Uma das grandes questões sobre o trabalho para várias pessoas é: precisamos ser ágeis (estamos nos referindo à filosofia ágil e não apenas ser rápido)? Se a resposta for “sim”, quais são as vantagens da agilidade?
Introdução
A agilidade não está apenas em fazer algo rápido. Se isso fosse sua vantagem absoluta, bastava apenas criar um processo contínuo que, ao repeti-lo, não causaria exaustão. Assim, as pessoas o fariam de olhos fechados e aumentariam muito a sua produtividade, não por fazer mais rápido, mas por errar menos e otimizar ao máximo o processo produtivo.
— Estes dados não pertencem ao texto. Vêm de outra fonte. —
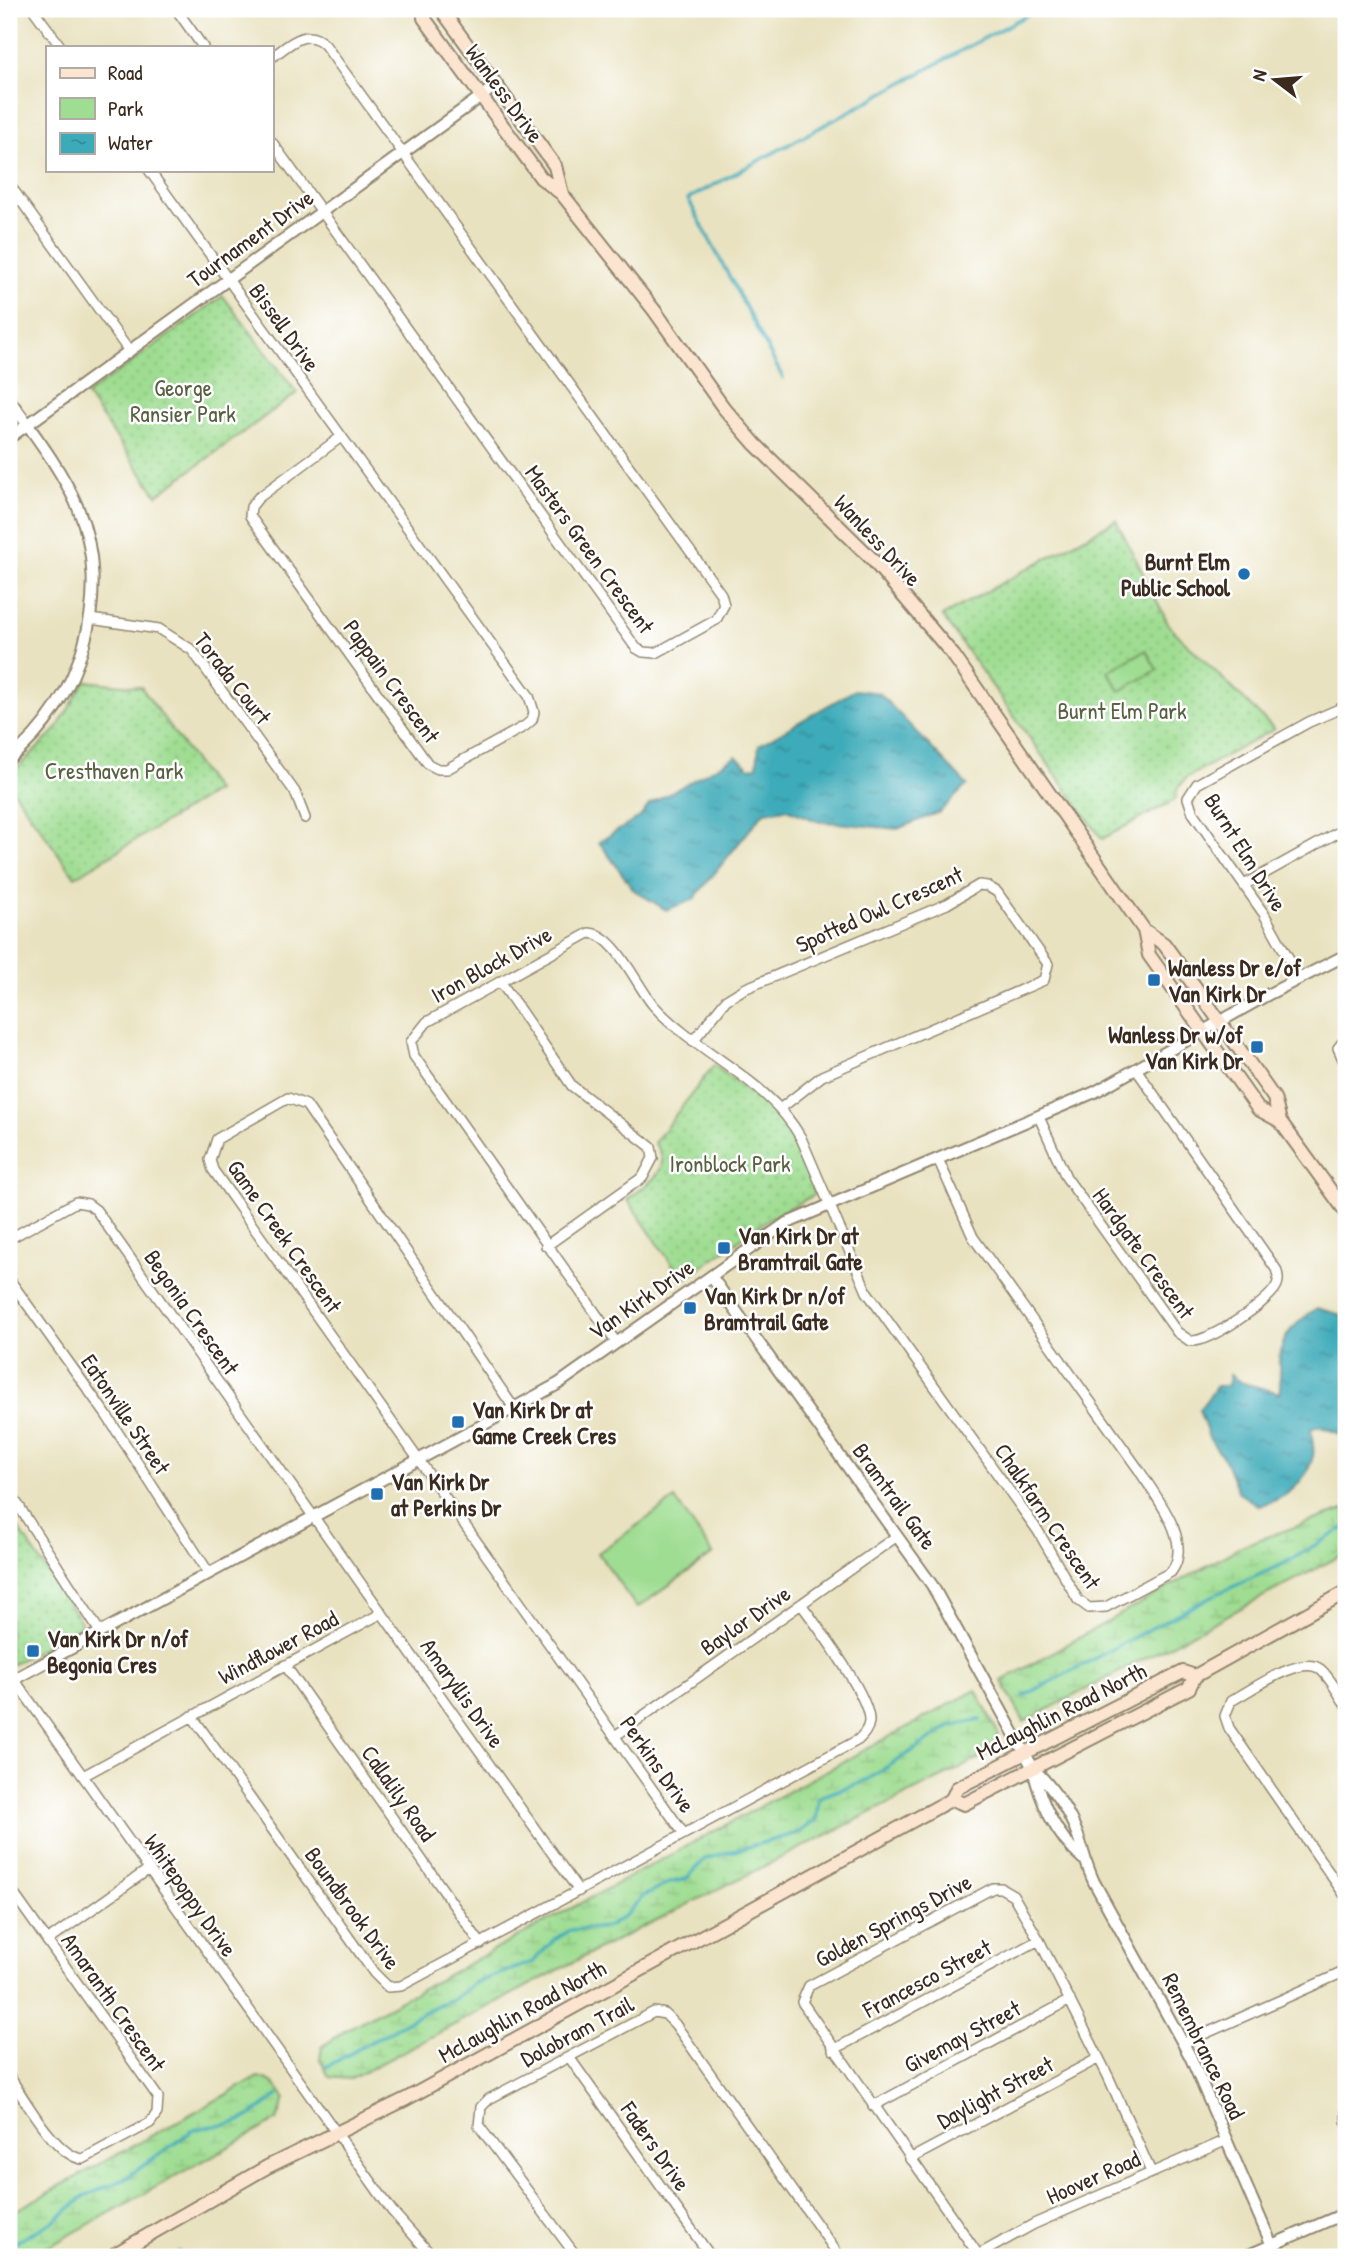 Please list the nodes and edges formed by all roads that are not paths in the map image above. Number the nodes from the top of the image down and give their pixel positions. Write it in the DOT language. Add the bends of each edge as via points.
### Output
graph roads {
  1 [pos="33,9"];
  2 [pos="176,9"];
  3 [pos="425,9"];
  4 [pos="441,9"];
  5 [pos="60,46"];
  6 [pos="202,46"];
  7 [pos="273,57"];
  8 [pos="497,85"];
  9 [pos="481,96"];
  10 [pos="273,144"];
  11 [pos="403,154"];
  12 [pos="150,172"];
  13 [pos="9,184"];
  14 [pos="562,194"];
  15 [pos="322,211"];
  16 [pos="228,280"];
  17 [pos="129,351"];
  18 [pos="9,399"];
  19 [pos="27,424"];
  20 [pos="9,438"];
  21 [pos="341,438"];
  22 [pos="90,619"];
  23 [pos="1346,706"];
  24 [pos="9,760"];
  25 [pos="305,818"];
  26 [pos="1346,828"];
  27 [pos="1244,885"];
  28 [pos="1144,930"];
  29 [pos="1346,955"];
  30 [pos="1300,978"];
  31 [pos="500,981"];
  32 [pos="1220,1021"];
  33 [pos="1203,1031"];
  34 [pos="1346,1038"];
  35 [pos="694,1041"];
  36 [pos="1346,1066"];
  37 [pos="1136,1069"];
  38 [pos="780,1108"];
  39 [pos="1039,1117"];
  40 [pos="1280,1121"];
  41 [pos="938,1159"];
  42 [pos="829,1204"];
  43 [pos="1346,1212"];
  44 [pos="9,1239"];
  45 [pos="546,1246"];
  46 [pos="710,1276"];
  47 [pos="9,1279"];
  48 [pos="616,1342"];
  49 [pos="514,1408"];
  50 [pos="419,1460"];
  51 [pos="9,1491"];
  52 [pos="20,1507"];
  53 [pos="9,1514"];
  54 [pos="314,1518"];
  55 [pos="897,1536"];
  56 [pos="209,1573"];
  57 [pos="1346,1592"];
  58 [pos="801,1604"];
  59 [pos="382,1613"];
  60 [pos="100,1632"];
  61 [pos="285,1665"];
  62 [pos="1195,1676"];
  63 [pos="11,1680"];
  64 [pos="1346,1705"];
  65 [pos="192,1716"];
  66 [pos="615,1736"];
  67 [pos="1026,1754"];
  68 [pos="1033,1768"];
  69 [pos="83,1776"];
  70 [pos="952,1799"];
  71 [pos="684,1834"];
  72 [pos="149,1869"];
  73 [pos="9,1887"];
  74 [pos="579,1891"];
  75 [pos="1346,1897"];
  76 [pos="1039,1940"];
  77 [pos="47,1941"];
  78 [pos="481,1944"];
  79 [pos="1346,1971"];
  80 [pos="1070,2000"];
  81 [pos="1184,2043"];
  82 [pos="834,2050"];
  83 [pos="569,2057"];
  84 [pos="1099,2058"];
  85 [pos="9,2076"];
  86 [pos="1346,2104"];
  87 [pos="873,2106"];
  88 [pos="1346,2121"];
  89 [pos="336,2132"];
  90 [pos="1227,2140"];
  91 [pos="910,2159"];
  92 [pos="1151,2172"];
  93 [pos="1346,2213"];
  94 [pos="1272,2245"];
  95 [pos="979,2256"];
  96 [pos="110,2257"];
  97 [pos="433,2257"];
  98 [pos="577,2257"];
  99 [pos="710,2257"];
  100 [pos="840,2257"];
  101 [pos="1244,2257"];
  102 [pos="1277,2257"];
  1 -- 5 [label="street"];
  2 -- 6 [label="street"];
  3 -- 9 [label="main road, Wanless Drive" via="424,18"];
  4 -- 8 [label="main road, Wanless Drive"];
  7 -- 11 [label="street" via="304,36 319,40"];
  8 -- 9 [label="street, Tournament Drive"];
  8 -- 14 [label="main road, Wanless Drive" via="555,166"];
  9 -- 11 [label="street, Tournament Drive"];
  9 -- 14 [label="main road, Wanless Drive" via="541,178"];
  10 -- 15 [label="street"];
  11 -- 15 [label="street, Tournament Drive"];
  11 -- 15 [label="street, Masters Green Crescent" via="721,594 724,605 716,620 656,653 636,648"];
  12 -- 16 [label="street, Bissell Drive"];
  13 -- 17 [label="street"];
  14 -- 28 [label="main road, Wanless Drive" via="723,407 872,559 954,656"];
  15 -- 16 [label="street, Tournament Drive"];
  16 -- 17 [label="street, Tournament Drive"];
  16 -- 21 [label="street, Bissell Drive"];
  17 -- 19 [label="street, Tournament Drive"];
  18 -- 19 [label="street"];
  19 -- 20 [label="street, Tournament Drive"];
  19 -- 22 [label="street" via="63,477 79,511 91,567"];
  21 -- 21 [label="street, Pappain Crescent" via="258,498 250,516 428,764 447,769 525,726 534,712 533,703"];
  22 -- 24 [label="street" via="75,673 54,711"];
  22 -- 25 [label="street, Torada Court" via="159,629 192,650 295,792"];
  23 -- 27 [label="street, Burnt Elm Drive" via="1191,789 1188,802 1193,813"];
  26 -- 27 [label="street"];
  27 -- 30 [label="street, Burnt Elm Drive"];
  28 -- 32 [label="main road, Wanless Drive" via="1164,944"];
  28 -- 33 [label="main road, Wanless Drive" via="1149,955"];
  29 -- 30 [label="street, Van Kirk Drive"];
  30 -- 32 [label="street, Van Kirk Drive"];
  31 -- 35 [label="street, Iron Block Drive" via="582,935 601,935 651,1003"];
  31 -- 45 [label="street, Iron Block Drive" via="427,1023 411,1042 414,1056"];
  31 -- 45 [label="street" via="572,1086 651,1147 653,1158 643,1177"];
  32 -- 33 [label="street, Van Kirk Drive"];
  32 -- 40 [label="main road, Wanless Drive" via="1275,1098"];
  33 -- 37 [label="street, Van Kirk Drive"];
  33 -- 40 [label="main road, Wanless Drive" via="1258,1109"];
  34 -- 36 [label="street" via="1338,1048"];
  35 -- 38 [label="street, Iron Block Drive"];
  35 -- 38 [label="street, Spotted Owl Crescent" via="726,1000 744,989 947,904 974,887 987,886 997,892 1046,960 1045,980 822,1076"];
  37 -- 39 [label="street, Van Kirk Drive"];
  37 -- 39 [label="street, Hardgate Crescent" via="1276,1269 1277,1285 1268,1297 1210,1338 1195,1342 1177,1332 1066,1177"];
  38 -- 42 [label="street, Iron Block Drive" via="801,1138"];
  39 -- 41 [label="street, Van Kirk Drive"];
  40 -- 43 [label="main road, Wanless Drive"];
  41 -- 42 [label="street, Van Kirk Drive"];
  41 -- 42 [label="street, Chalkfarm Crescent" via="966,1227 1139,1470 1180,1542 1178,1563 1171,1572 1107,1607 1089,1608 1078,1600 1038,1531 867,1292"];
  42 -- 46 [label="street, Van Kirk Drive" via="785,1224"];
  44 -- 54 [label="street, Begonia Crescent" via="76,1202 93,1207"];
  45 -- 48 [label="street, Iron Block Drive"];
  46 -- 48 [label="street, Van Kirk Drive"];
  46 -- 55 [label="street, Bramtrail Gate"];
  47 -- 56 [label="street, Eatonville Street" via="107,1416"];
  48 -- 49 [label="street, Van Kirk Drive" via="558,1384"];
  49 -- 50 [label="street, Van Kirk Drive"];
  49 -- 50 [label="street, Game Creek Crescent" via="306,1105 288,1098 217,1139 210,1160 213,1170"];
  50 -- 54 [label="street, Van Kirk Drive"];
  50 -- 66 [label="street, Perkins Drive"];
  51 -- 52 [label="street"];
  52 -- 53 [label="street"];
  52 -- 60 [label="street"];
  54 -- 56 [label="street, Van Kirk Drive"];
  54 -- 59 [label="street, Amaryllis Drive"];
  55 -- 58 [label="street, Baylor Drive"];
  55 -- 67 [label="street, Bramtrail Gate" via="944,1604"];
  56 -- 60 [label="street, Van Kirk Drive"];
  57 -- 62 [label="main road, McLaughlin Road North"];
  58 -- 66 [label="street, Baylor Drive"];
  58 -- 71 [label="street, Perkins Drive" via="841,1660 868,1712 865,1731 858,1740"];
  59 -- 61 [label="street, Windflower Road"];
  59 -- 74 [label="street, Amaryllis Drive"];
  60 -- 63 [label="street, Van Kirk Drive"];
  61 -- 65 [label="street, Windflower Road"];
  61 -- 78 [label="street, Callalily Road"];
  62 -- 67 [label="main road, McLaughlin Road North" via="1183,1672"];
  62 -- 68 [label="main road, McLaughlin Road North" via="1189,1688"];
  63 -- 69 [label="street, Whitepoppy Drive"];
  64 -- 75 [label="street" via="1323,1672 1307,1664 1231,1701 1225,1716"];
  65 -- 69 [label="street, Windflower Road"];
  65 -- 78 [label="street, Boundbrook Drive" via="384,1984 401,1986"];
  66 -- 71 [label="street, Perkins Drive"];
  67 -- 68 [label="street, Bramtrail Gate"];
  67 -- 70 [label="main road, McLaughlin Road North" via="957,1788"];
  68 -- 70 [label="main road, McLaughlin Road North" via="964,1804"];
  68 -- 81 [label="street, Remembrance Road" via="1038,1793 1060,1835 1083,1859"];
  69 -- 72 [label="street, Whitepoppy Drive"];
  70 -- 89 [label="main road, McLaughlin Road North" via="406,2099"];
  71 -- 74 [label="street, Boundbrook Drive"];
  72 -- 77 [label="street"];
  72 -- 89 [label="street, Whitepoppy Drive"];
  73 -- 77 [label="street, Amaranth Crescent"];
  74 -- 78 [label="street, Boundbrook Drive"];
  76 -- 80 [label="street, Golden Springs Drive"];
  76 -- 82 [label="street, Francesco Street"];
  76 -- 82 [label="street, Golden Springs Drive" via="1013,1895 993,1888 809,1986 803,2006"];
  77 -- 85 [label="street, Amaranth Crescent" via="158,2097 157,2113 150,2123 83,2159 75,2158 62,2150"];
  79 -- 81 [label="street"];
  80 -- 84 [label="street, Golden Springs Drive"];
  80 -- 87 [label="street, Givemay Street"];
  81 -- 90 [label="street, Remembrance Road"];
  82 -- 87 [label="street, Golden Springs Drive"];
  83 -- 98 [label="street, Dolobram Trail" via="489,2099 481,2107 479,2126"];
  83 -- 99 [label="street, Faders Drive"];
  83 -- 100 [label="street, Dolobram Trail" via="648,2014 669,2017"];
  84 -- 91 [label="street, Daylight Street"];
  84 -- 92 [label="street, Golden Springs Drive"];
  86 -- 88 [label="street"];
  87 -- 91 [label="street, Golden Springs Drive"];
  89 -- 96 [label="main road, McLaughlin Road North"];
  89 -- 97 [label="street, Whitepoppy Drive" via="392,2211"];
  90 -- 92 [label="street, Hoover Road"];
  90 -- 94 [label="street, Remembrance Road"];
  91 -- 95 [label="street, Golden Springs Drive"];
  92 -- 95 [label="street, Hoover Road" via="1034,2224"];
  93 -- 94 [label="street"];
  94 -- 101 [label="street"];
  94 -- 102 [label="street, Remembrance Road"];
}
Entretanto, o mundo muda e as necessidades dos consumidores também. Consequentemente, a forma como alguma coisa é feita também pode se alterar. Portanto, para as empresas que estão “sofrendo” com o surgimento de inovações, é necessária uma adaptação contínua.
Uma reflexão com a palavra “sofrer”: a inovação não deveria ser uma angústia, mas uma cultura criada para empresas que estão expostas às mudanças no mercado. Logo, precisamos falar sobre outro elemento que, juntamente com a velocidade, compõe a agilidade: a adaptabilidade.
Além disso, para uma empresa atuar com a filosofia ágil, é preciso haver um terceiro componente: garantir que os times sejam autogerenciáveis. Toda empresa precisa de líderes – lembrando que a liderança vai muito além do cargo –, e muitos deles são responsáveis por transformar os negócios e a realidade do mercado.
Qual é a importância de ter um líder?
Os líderes são as pessoas que de fato transformam o mercado. Eles são visionários, pensam à frente e enxergam o que ninguém mais consegue. É importante também que sejam criativos, persistentes, empáticos e voluntariosos. Eles trazem grandes mudanças para o mercado, provocando em muitos casos sua ruptura e transformando seus produtos e serviços.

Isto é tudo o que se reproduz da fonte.